Jusqu'ici, cinq de ces notes proviennent de l'ambassade des États-Unis au Canada. Les quatre rendues publiques mercredi s'ajoutent à celle, publiée lundi, dans laquelle l'ancien directeur des services de renseignement canadiens (SCRS), Jim Judd, critiquait la naïveté des Canadiens et de leurs tribunaux face à la lutte contre le terrorisme, la disant digne d'Alice au pays des merveilles.

Depuis dimanche, deux câbles portant sur la France ont aussi impliqué le Canada. L'un d'eux, mis en ligne mardi, explique que Stephen Harper et son ancien homologue britannique, Gordon Brown, avaient été invités à une cérémonie de commémoration de la fin de la Seconde Guerre mondiale en France, en juin 2009, pour leur donner un coup de pouce politiquement. «La survie de leur gouvernement était en jeu», peut-on lire.

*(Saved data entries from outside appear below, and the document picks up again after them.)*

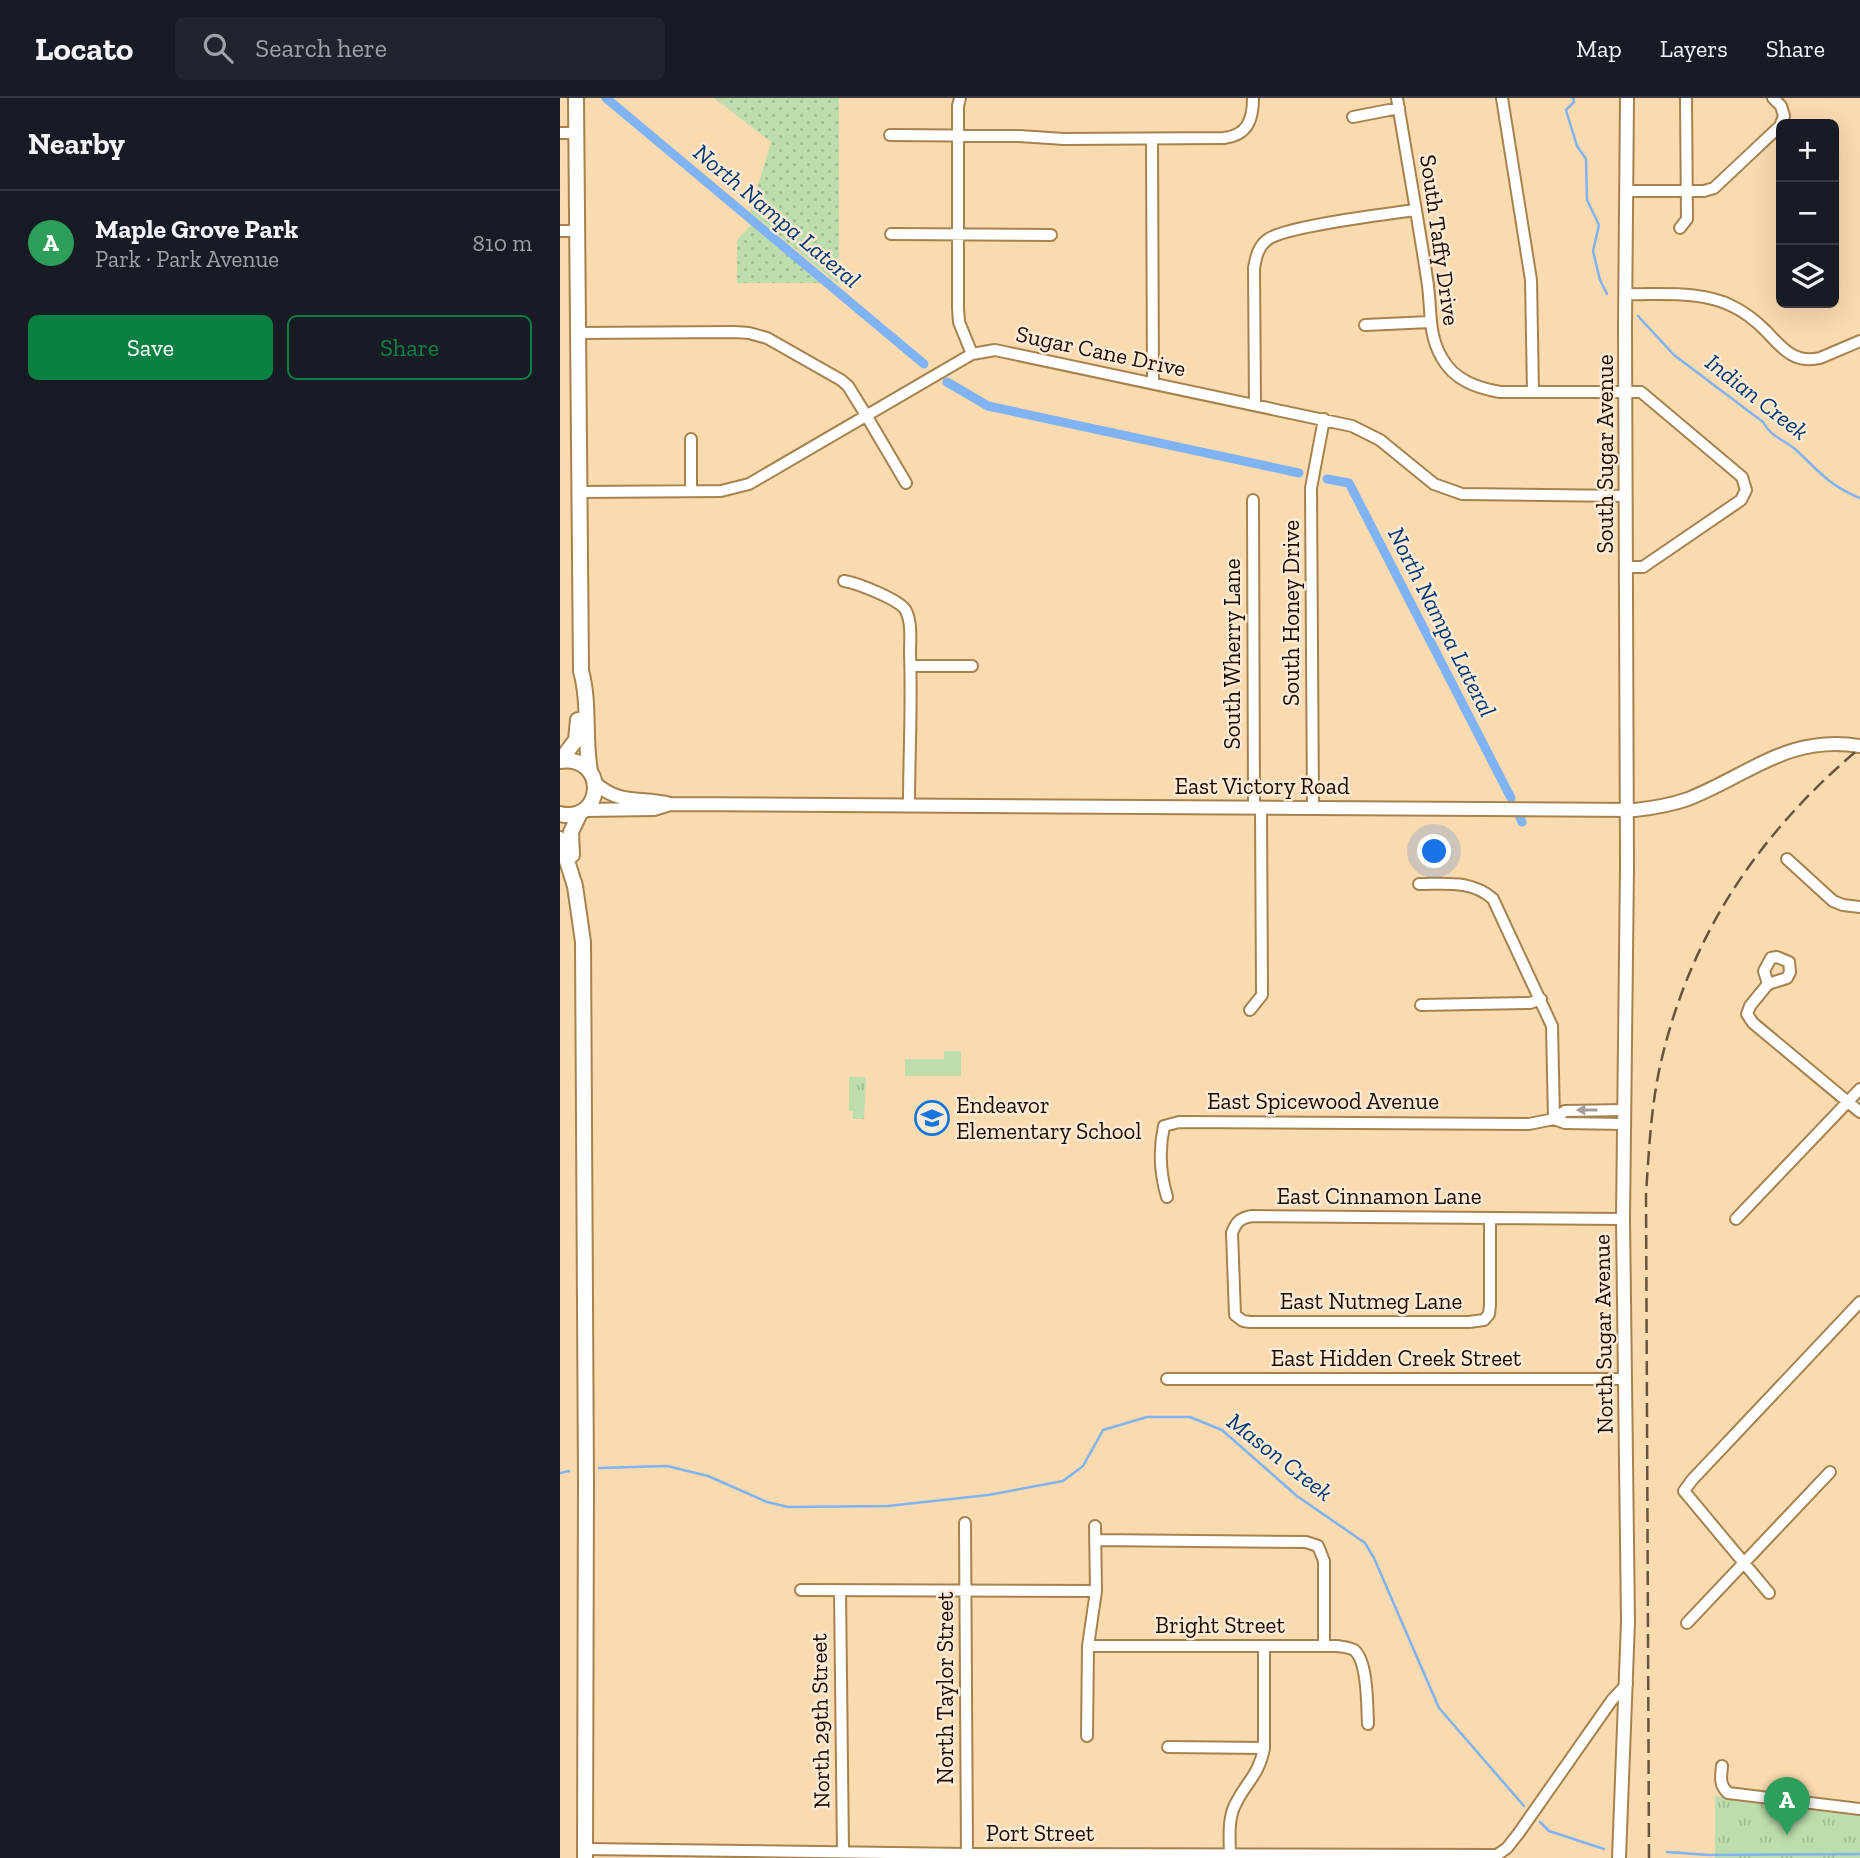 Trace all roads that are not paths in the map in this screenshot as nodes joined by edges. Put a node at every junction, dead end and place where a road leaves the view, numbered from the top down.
1 (576, 98) edge
2 (960, 98) edge
3 (1253, 98) edge
4 (1502, 98) edge
5 (1628, 98) edge
6 (1686, 98) edge
7 (1773, 98) edge
8 (1398, 103) edge
9 (1353, 117) dead end
10 (560, 133) edge
11 (576, 133) junction
12 (890, 135) dead end
13 (958, 135) junction
14 (1152, 139) junction
15 (1628, 191) junction
16 (1687, 191) junction
17 (1415, 210) junction
18 (1680, 228) dead end
19 (560, 231) edge
20 (577, 231) junction
21 (891, 234) dead end
22 (958, 234) junction
23 (1051, 235) dead end
24 (1626, 294) junction
25 (1430, 322) junction
26 (1365, 325) dead end
27 (578, 333) junction
28 (1860, 341) edge
29 (972, 354) junction
30 (1153, 383) junction
31 (1534, 392) junction
32 (1626, 392) junction
33 (1255, 405) junction
34 (866, 415) junction
35 (1324, 419) junction
36 (691, 439) dead end
37 (906, 483) dead end
38 (691, 491) junction
39 (580, 492) junction
40 (1626, 496) junction
41 (1253, 500) dead end
42 (1627, 567) junction
43 (844, 580) dead end
44 (911, 666) junction
45 (972, 666) dead end
46 (581, 671) junction
47 (1860, 746) edge
48 (560, 761) edge
49 (592, 777) junction
50 (670, 804) junction
51 (909, 806) junction
52 (1258, 807) junction
53 (1313, 807) junction
54 (1627, 810) junction
55 (582, 811) junction
56 (560, 814) edge
57 (560, 839) edge
58 (1787, 859) dead end
59 (1419, 884) dead end
60 (1860, 907) edge
61 (583, 942) junction
62 (1768, 984) dead end
63 (1541, 999) junction
64 (1422, 1005) dead end
65 (1251, 1010) dead end
66 (1860, 1089) edge
67 (1849, 1101) junction
68 (1623, 1110) junction
69 (1860, 1112) edge
70 (1554, 1119) junction
71 (1623, 1124) junction
72 (1167, 1198) dead end
73 (1490, 1218) junction
74 (1623, 1219) junction
75 (1736, 1219) dead end
76 (1860, 1303) edge
77 (1238, 1319) joint
78 (1167, 1379) dead end
79 (1625, 1379) junction
80 (1829, 1472) dead end
81 (965, 1522) dead end
82 (1095, 1526) dead end
83 (1095, 1540) junction
84 (1744, 1562) junction
85 (801, 1590) dead end
86 (840, 1590) junction
87 (966, 1591) junction
88 (1096, 1591) junction
89 (1769, 1593) dead end
90 (1687, 1623) dead end
91 (1088, 1646) junction
92 (1264, 1646) junction
93 (1324, 1646) junction
94 (1626, 1684) junction
95 (1368, 1724) dead end
96 (1087, 1736) dead end
97 (1168, 1747) dead end
98 (1264, 1748) junction
99 (1722, 1766) dead end
100 (1860, 1809) edge
101 (843, 1852) junction
102 (585, 1854) edge
103 (967, 1854) junction
104 (1108, 1856) edge
105 (1230, 1856) edge
106 (1369, 1856) edge
107 (1497, 1857) edge
108 (1619, 1858) edge

1 - 11 main road
2 - 13 street
3 - 14 street
4 - 31 street
5 - 15 street, South Sugar Avenue
6 - 16 street
7 - 16 street
8 - 9 street
8 - 17 street, South Taffy Drive
10 - 11 street
11 - 20 main road
12 - 13 street
13 - 14 street
13 - 22 street
14 - 30 street
15 - 16 street
15 - 24 street, South Sugar Avenue
16 - 18 street
17 - 25 street, South Taffy Drive
17 - 33 street
19 - 20 street
20 - 27 main road
21 - 22 street
22 - 23 street
22 - 29 street
24 - 28 street
24 - 32 street, South Sugar Avenue
25 - 26 street
25 - 31 street, South Taffy Drive
27 - 34 street
27 - 39 main road
29 - 30 street, Sugar Cane Drive
29 - 34 street, Sugar Cane Drive
30 - 33 street, Sugar Cane Drive
31 - 32 street, South Taffy Drive
32 - 40 street, South Sugar Avenue
32 - 42 street
33 - 35 street, Sugar Cane Drive
34 - 37 street
34 - 38 street, Sugar Cane Drive
35 - 40 street, Sugar Cane Drive
35 - 53 street, South Honey Drive
36 - 38 street
38 - 39 street, Sugar Cane Drive
39 - 46 main road
40 - 42 street, South Sugar Avenue
41 - 52 street, South Wherry Lane
42 - 54 street, South Sugar Avenue
43 - 44 street
44 - 45 street
44 - 51 street
46 - 48 main road
46 - 49 main road
47 - 54 street, East Victory Road
48 - 49 main road
49 - 50 street, East Victory Road
49 - 55 main road
50 - 51 street, East Victory Road
50 - 55 street, East Victory Road
51 - 52 street, East Victory Road
52 - 53 street, East Victory Road
52 - 65 street, South Wherry Lane
53 - 54 street, East Victory Road
54 - 68 street, North Sugar Avenue
55 - 56 main road
55 - 61 main road
57 - 61 main road
58 - 60 street
59 - 63 street
61 - 102 main road
62 - 67 street
63 - 64 street
63 - 70 street
66 - 67 street
67 - 69 street
67 - 75 street
68 -> 70 street, East Spicewood Avenue
68 - 71 street, North Sugar Avenue
70 - 71 street, East Spicewood Avenue
70 - 72 street, East Spicewood Avenue
71 - 74 street, North Sugar Avenue
73 - 74 street, East Cinnamon Lane
73 - 77 street, East Nutmeg Lane
73 - 77 street, East Cinnamon Lane
74 - 79 street, North Sugar Avenue
76 - 84 street
78 - 79 street, East Hidden Creek Street
79 - 94 street, North Sugar Avenue
80 - 84 street
81 - 87 street, North Taylor Street
82 - 83 street
83 - 88 street
83 - 93 street
84 - 89 street
84 - 90 street
85 - 86 street
86 - 87 street
86 - 101 street, North 29th Street
87 - 88 street
87 - 103 street, North Taylor Street
88 - 91 street
91 - 92 street, Bright Street
91 - 96 street
92 - 93 street, Bright Street
92 - 98 street
93 - 95 street, Bright Street
94 - 107 street
94 - 108 street, North Sugar Avenue
97 - 98 street
98 - 105 street
99 - 100 street
101 - 102 street, Port Street
101 - 103 street, Port Street
103 - 104 street, Port Street
104 - 105 street, Port Street
105 - 106 street, Port Street
106 - 107 street, Port Street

Un autre, qui a commencé à circuler mercredi après-midi, raconte la manière dont l'ancien ministre français des Affaires étrangères, Bernard Kouchner, a demandé à la secrétaire d'État américaine, Hillary Clinton, d'examiner de plus près le cas du Canadien Omar Khadr, lors de leur première rencontre en tête à tête, en février 2009.

Un autre câble diplomatique envoyé par les États-Unis en novembre 2004 rapporte que le Canada s'est plaint d'avoir été isolé des circuits de renseignement en guise de représailles pour avoir refusé de participer à la guerre en Irak.

Complexe et antiaméricanisme

Les autres câbles émanant de l'ambassade des États-Unis à Ottawa parlent notamment de la visite du président Obama, en février 2009, qui était susceptible de permettre à Stephen Harper d'éviter des élections hivernales.

Dans une longue description d'émissions de fiction à CBC, dont The Border et Little Mosque on the Prairie, un diplomate a aussi expliqué qu'elles véhiculaient une image stéréotypée des Américains et favorisaient l'antiaméricanisme.

Enfin, dans une analyse de la campagne électorale fédérale de 2008, un employé de l'ambassade tente d'expliquer pourquoi la question des relations canado-américaines était pratiquement absente des débats: «Un complexe d'infériorité presque inhérent aux Canadiens pourrait mener les leaders politiques à éviter de faire de ces élections des élections à propos des États-Unis.»

Avec La Presse Canadienne

* * *

Ambassadeur du canada emporté par la vague?

L'ambassadeur du Canada en Afghanistan, William Crosbie, pourrait devenir la première victime canadienne des fuites de Wikileaks. Dans une note diplomatique obtenue par le National Post, M. Crosbie informe Ottawa que des documents qui doivent être rendus publics par le site web prochainement pourraient le citer comme faisant des commentaires désobligeants à l'endroit du président afghan Hamid Karzaï et de sa famille. «Si mes propres commentaires deviennent le centre de l'attention... alors on devrait considérer de me replacer pour ne pas que les relations bilatérales soient affectées», aurait-il écrit. Le ministère des Affaires étrangère n'a pas voulu commenter ces nouveaux éléments.